In SwiftUI the solution lives in blend modes.

A simple reversed mask modifier

Here’s the modifier I use:

extension View {
    func reversedMask<M: View>(
        alignment: Alignment = .center,
        @ViewBuilder mask: () -> M
    ) -> some View {
        overlay(alignment: alignment) {
            mask().blendMode(.destinationOut)
        }
        .compositingGroup()
    }
}

It’s short, but there’s a lot happening under the hood.

Using it in a real view

In my demo grid each cell is a rounded rectangle with a symbol cut out:

RoundedRectangle(cornerRadius: 30)
    .fill(color)
    .reversedMask {
        Image(systemName: "heart.fill")
            .resizable()
            .scaledToFit()
            .padding()
    }

When the symbol changes, a new shape gets carved out of the card.
The background gradient becomes visible through the hole.

The same modifier becomes even more interesting once you start stacking multiple surfaces.

Here’s a banner-style layout built with ZStack:

ZStack {
    RoundedRectangle(cornerRadius: 30)
        .fill(.ultraThinMaterial)
    
    RoundedRectangle(cornerRadius: 30)
        .fill(.purple)
        .reversedMask {
            RoundedRectangle(cornerRadius: 30)
                .blur(radius: 30)
        }
}
.frame(maxWidth: .infinity)
.frame(height: 200)

The bottom layer uses ultraThinMaterial, which gives a translucent, glass-like surface. On top of it sits a solid blue rounded rectangle. That blue layer then cuts out a blurred version of the same rounded shape.

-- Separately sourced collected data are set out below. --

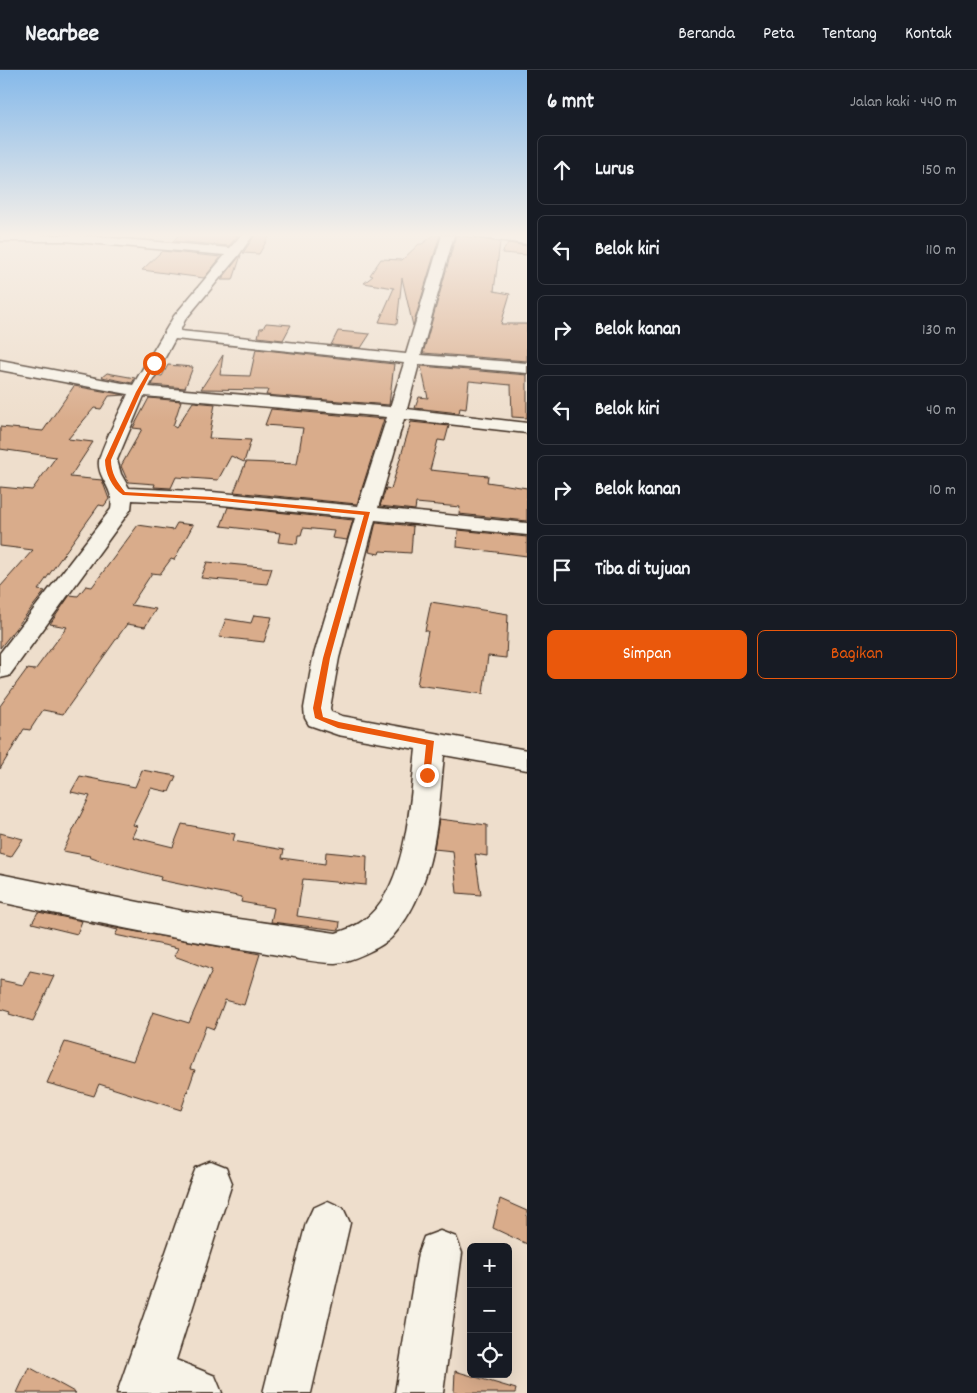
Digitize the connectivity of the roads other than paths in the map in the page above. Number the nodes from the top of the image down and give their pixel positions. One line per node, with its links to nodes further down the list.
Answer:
1 (199, 297): 3 (street)
2 (430, 297): 4 (street)
3 (174, 327): 4 (street); 7 (street)
4 (412, 359): 6 (street); 8 (street)
5 (0, 365): 7 (street)
6 (527, 368)
7 (138, 392): 8 (street); 10 (street)
8 (397, 413): 9 (street); 11 (street)
9 (527, 428)
10 (123, 494): 11 (street); 13 (street)
11 (368, 514): 12 (street); 14 (street)
12 (527, 529)
13 (4, 660)
14 (431, 743): 15 (street); 16 (street)
15 (527, 760)
16 (0, 888)
17 (211, 1183): 20 (street)
18 (328, 1224): 22 (street)
19 (440, 1253): 23 (street)
20 (144, 1383): 21 (street)
21 (198, 1393)
22 (287, 1393)
23 (419, 1393)

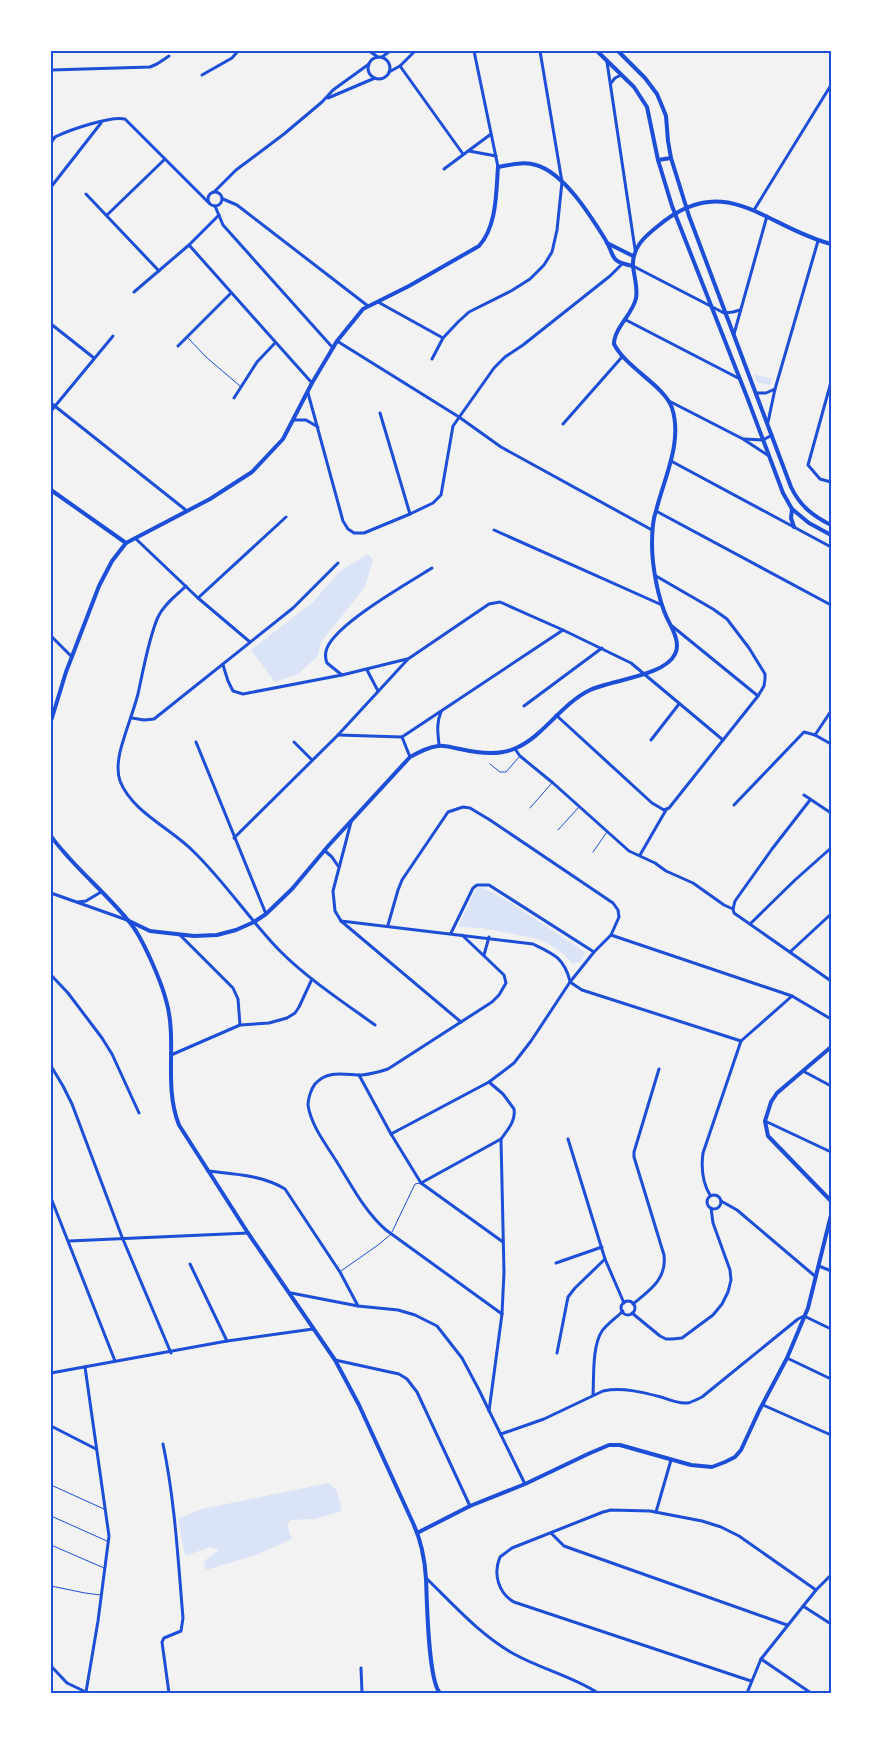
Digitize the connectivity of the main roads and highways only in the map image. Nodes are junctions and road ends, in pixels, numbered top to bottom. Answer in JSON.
{"nodes":[{"id":1,"x":597,"y":51,"type":"edge"},
{"id":2,"x":618,"y":51,"type":"edge"},
{"id":3,"x":671,"y":158,"type":"junction"},
{"id":4,"x":658,"y":160,"type":"junction"},
{"id":5,"x":686,"y":208,"type":"junction"},
{"id":6,"x":675,"y":212,"type":"junction"},
{"id":7,"x":607,"y":243,"type":"junction"},
{"id":8,"x":831,"y":244,"type":"edge"},
{"id":9,"x":633,"y":256,"type":"junction"},
{"id":10,"x":633,"y":266,"type":"junction"},
{"id":11,"x":744,"y":361,"type":"junction"},
{"id":12,"x":734,"y":364,"type":"junction"},
{"id":13,"x":51,"y":490,"type":"edge"},
{"id":14,"x":792,"y":509,"type":"junction"},
{"id":15,"x":831,"y":525,"type":"edge"},
{"id":16,"x":794,"y":527,"type":"road end"},
{"id":17,"x":831,"y":536,"type":"edge"},
{"id":18,"x":126,"y":544,"type":"junction"},
{"id":19,"x":51,"y":721,"type":"edge"},
{"id":20,"x":51,"y":836,"type":"edge"},
{"id":21,"x":127,"y":920,"type":"junction"},
{"id":22,"x":831,"y":1047,"type":"edge"},
{"id":23,"x":831,"y":1200,"type":"edge"},
{"id":24,"x":831,"y":1215,"type":"edge"},
{"id":25,"x":826,"y":1239,"type":"junction"},
{"id":26,"x":831,"y":1241,"type":"edge"},
{"id":27,"x":418,"y":1533,"type":"junction"},
{"id":28,"x":435,"y":1691,"type":"edge"},
{"id":29,"x":440,"y":1693,"type":"edge"}],
"edges":[{"from":1,"to":4,"type":"main road"},
{"from":2,"to":3,"type":"main road"},
{"from":3,"to":4,"type":"main road"},
{"from":3,"to":5,"type":"main road"},
{"from":4,"to":6,"type":"main road"},
{"from":5,"to":6,"type":"main road"},
{"from":5,"to":8,"type":"main road"},
{"from":5,"to":11,"type":"main road"},
{"from":6,"to":9,"type":"main road"},
{"from":6,"to":12,"type":"main road"},
{"from":7,"to":9,"type":"main road"},
{"from":7,"to":10,"type":"main road"},
{"from":7,"to":18,"type":"main road"},
{"from":9,"to":10,"type":"main road"},
{"from":10,"to":21,"type":"main road"},
{"from":11,"to":12,"type":"main road"},
{"from":11,"to":15,"type":"main road"},
{"from":12,"to":14,"type":"main road"},
{"from":13,"to":18,"type":"main road"},
{"from":14,"to":16,"type":"main road"},
{"from":14,"to":17,"type":"main road"},
{"from":18,"to":19,"type":"main road"},
{"from":20,"to":21,"type":"main road"},
{"from":21,"to":27,"type":"main road"},
{"from":22,"to":23,"type":"main road"},
{"from":24,"to":25,"type":"main road"},
{"from":25,"to":26,"type":"main road"},
{"from":25,"to":27,"type":"main road"},
{"from":27,"to":28,"type":"main road"},
{"from":28,"to":29,"type":"main road"}]}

Because the mask is blurred, the edges of the cut-out are soft. Instead of a hard hole, the material underneath gently fades through.

This pattern works well for banners, headers, floating cards, and interactive controls where you want the background to subtly show through the surface.

Why this works

To understand this, it helps to know how blend modes think about drawing.

When SwiftUI renders a view hierarchy, each layer is drawn in order:

• the existing content is called the destination
• the overlay you draw on top is called the source

BlendMode.destinationOut keeps the destination only where the source is transparent.

A mode that you use to erase any of the background that is covered by opaque source pixels.

Where the source is opaque, the destination gets removed.

In practice:

• your rounded rectangle is the destination
• the symbol is the source
• the symbol punches a hole through the rectangle

That’s the entire trick.

Why compositingGroup() is necessary

Without compositingGroup(), SwiftUI often applies the blend mode per layer instead of as a unified surface.
The result ranges from nothing happening to partially broken transparency.

compositingGroup() forces SwiftUI to:

  1. Render the view and its overlay into a single offscreen buffer
  2. Apply the blend mode inside that buffer

Once everything lives in the same compositing context, the cut-out behaves consistently.

Conclusion

SwiftUI’s rendering pipeline looks high-level, but once you start leaning into blend modes and composition, it becomes surprisingly expressive.

This reversed mask is a good example of that.

If you’re already building modern SwiftUI interfaces with materials and depth, this is a technique worth keeping in your toolbox.